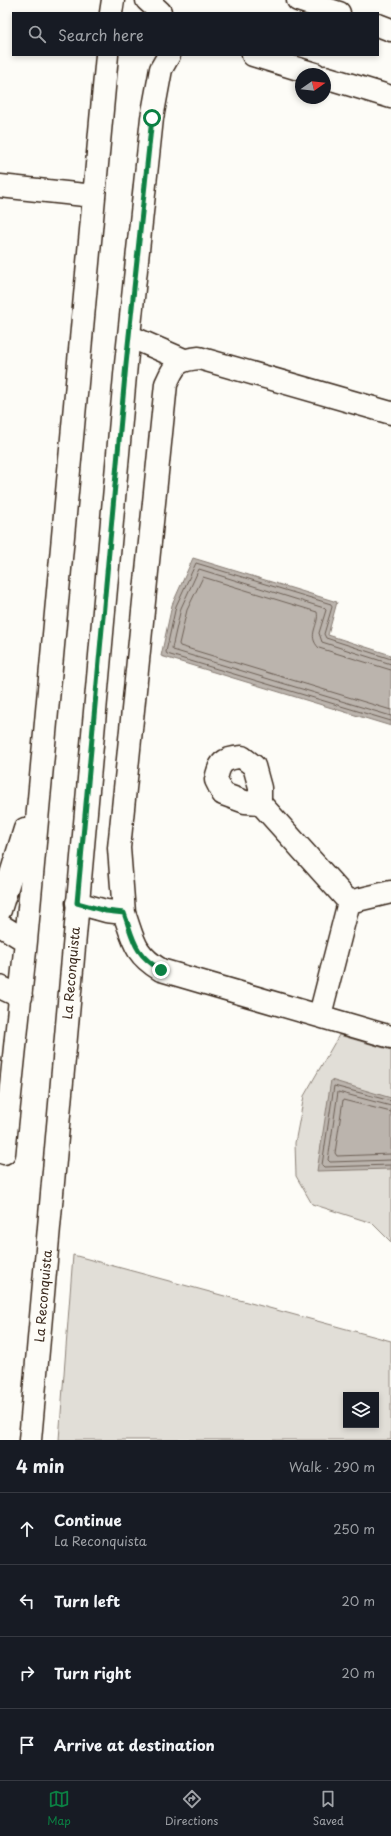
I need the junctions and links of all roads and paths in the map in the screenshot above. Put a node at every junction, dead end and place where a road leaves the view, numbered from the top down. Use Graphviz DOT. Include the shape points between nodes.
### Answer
graph roads {
  1 [pos="113,0"];
  2 [pos="298,0"];
  3 [pos="111,12"];
  4 [pos="336,12"];
  5 [pos="379,25"];
  6 [pos="391,30"];
  7 [pos="107,56"];
  8 [pos="168,56"];
  9 [pos="257,56"];
  10 [pos="296,68"];
  11 [pos="331,79"];
  12 [pos="391,97"];
  13 [pos="0,186"];
  14 [pos="94,196"];
  15 [pos="129,336"];
  16 [pos="184,360"];
  17 [pos="391,413"];
  18 [pos="40,774"];
  19 [pos="260,803"];
  20 [pos="391,892"];
  21 [pos="349,902"];
  22 [pos="77,903"];
  23 [pos="0,910"];
  24 [pos="124,913"];
  25 [pos="0,925"];
  26 [pos="26,941"];
  27 [pos="0,987"];
  28 [pos="21,997"];
  29 [pos="320,1015"];
  30 [pos="391,1037"];
  31 [pos="4,1153"];
  32 [pos="30,1440"];
  1 -- 3 [label="street"];
  2 -- 4 [label="street"];
  5 -- 6 [label="street"];
  7 -- 14 [label="street"];
  8 -- 15 [label="street, La Reconquista" via="161,69 152,118"];
  9 -- 10 [label="street"];
  11 -- 12 [label="street"];
  13 -- 14 [label="street"];
  14 -- 18 [label="street"];
  15 -- 16 [label="street"];
  15 -- 22 [label="street, La Reconquista"];
  16 -- 17 [label="street" via="199,358"];
  16 -- 24 [label="street" via="174,366 166,384 119,848"];
  18 -- 23 [label="street"];
  18 -- 26 [label="street"];
  19 -- 21 [label="street"];
  20 -- 21 [label="street"];
  21 -- 29 [label="street"];
  22 -- 24 [label="street"];
  22 -- 32 [label="street, La Reconquista"];
  24 -- 29 [label="street" via="136,948 146,961 161,970"];
  25 -- 26 [label="street"];
  26 -- 28 [label="street"];
  27 -- 28 [label="street"];
  28 -- 31 [label="street"];
  29 -- 30 [label="street"];
}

########################################

If a line of the data contains "Reconquista", copy it out.

  8 -- 15 [label="street, La Reconquista" via="161,69 152,118"];
  15 -- 22 [label="street, La Reconquista"];
  22 -- 32 [label="street, La Reconquista"];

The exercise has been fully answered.